In relation to the quotes - the Western world does in fact exert undue influence on their state of poverty. The third world owes the west over $3.2 trillion dollars. If you consider in many countries the average worker earns only a few dollars a day (compared to our average of say $200 dollars per day), you can begin to see the actual size of the debt...and we’re still lending more to them.
Then there are their resources which are mined by western countries, and very little of it actually ever makes it back to the country that owns the resources. I’ve seen one estimate that, in the end, only 3-4% makes it back. If I remember right, that went along the lines of : 75% to the company, of the remaining 25% 2/3’rds goes to servicing debt, of the remaingi 1/3 of 25% (so about 8%) ½ goes to providing the infrustructure necessary for the oil well.

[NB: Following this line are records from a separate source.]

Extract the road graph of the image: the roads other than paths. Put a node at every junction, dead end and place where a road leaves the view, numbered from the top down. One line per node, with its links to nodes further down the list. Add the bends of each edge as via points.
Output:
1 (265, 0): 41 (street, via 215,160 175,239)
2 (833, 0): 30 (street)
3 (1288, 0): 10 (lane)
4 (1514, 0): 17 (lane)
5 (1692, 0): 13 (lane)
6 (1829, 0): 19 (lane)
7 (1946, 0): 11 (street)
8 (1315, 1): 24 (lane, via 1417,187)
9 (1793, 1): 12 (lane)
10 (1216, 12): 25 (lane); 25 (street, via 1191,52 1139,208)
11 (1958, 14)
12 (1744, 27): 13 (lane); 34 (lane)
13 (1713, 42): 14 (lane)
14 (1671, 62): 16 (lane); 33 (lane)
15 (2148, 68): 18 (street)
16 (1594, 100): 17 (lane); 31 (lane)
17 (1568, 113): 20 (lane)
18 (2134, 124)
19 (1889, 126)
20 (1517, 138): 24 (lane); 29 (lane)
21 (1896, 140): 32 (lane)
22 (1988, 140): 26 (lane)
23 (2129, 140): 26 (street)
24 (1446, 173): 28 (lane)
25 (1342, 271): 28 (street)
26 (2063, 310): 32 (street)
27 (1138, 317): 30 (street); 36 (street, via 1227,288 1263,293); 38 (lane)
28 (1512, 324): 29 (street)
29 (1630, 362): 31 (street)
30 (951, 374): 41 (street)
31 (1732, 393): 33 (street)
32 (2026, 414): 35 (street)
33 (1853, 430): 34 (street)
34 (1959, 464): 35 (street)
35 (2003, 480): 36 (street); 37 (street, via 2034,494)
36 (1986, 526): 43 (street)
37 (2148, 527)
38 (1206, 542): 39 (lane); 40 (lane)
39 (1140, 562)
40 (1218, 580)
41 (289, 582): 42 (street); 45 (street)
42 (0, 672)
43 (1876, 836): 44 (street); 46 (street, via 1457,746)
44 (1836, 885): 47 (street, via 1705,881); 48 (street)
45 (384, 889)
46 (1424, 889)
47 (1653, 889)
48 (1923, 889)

Then there is the way that multi-nationals make nations bid for their companies to locate there, and the bidding is usually by way of tax concessions (you’ll see when they want to build very large refineries and the like " they do this in western nations too now)...but these poor nations still have to provide infrastructure so they still have to tax their own companies " which means their own companies have to compete against more efficient methods paying less tax, so the local companies fall over.
Then the IMF/World Bank, when nations default, demand ‘restructuring’, which to the world bank/IMF means ‘opening your markets up’, but it’s a fact that none of the current developed nations managed to develop without protection to vital components of their economies.
Then there are the roles that 'tax havens' play in world trade, and the amount of tax multi-nationals pay.
That’s a very summarised version of how it all works. If you want to understand it better, you’re going to have to start reading about foreign policy and economics.
Books I liked were, pulitzer prize winner “A Legacy of Ashes : the history of the CIA” (written from CIA records and interviews with former operatives), ‘A game as old as empire’ (written by multiple authors, each accounting their own actions), ‘Confessions of an Economic Hitman’ (which by the way, sounds like a conspiracy theory, except there’s documentary evidence that the author is who is says he is, and can verify much of what he wrote about), A Clash of Fundamentalism by Tariq Ali (should have a ME viewpoint " he comes across at intelligent but with a great hatred for the US, but some points he makes are quite valid), Inside Al-Qeida (the founding of Al-Qeida), All the Shahs Men (written by a NYT journalist), and The State of Africa.
They make interesting reading purely because once you've read enough books, you realise that people from all over the world, western and eastern, are saying the same things...and once it's been properly explained to you how it works., and it actually forms a easy to see, logical pattern.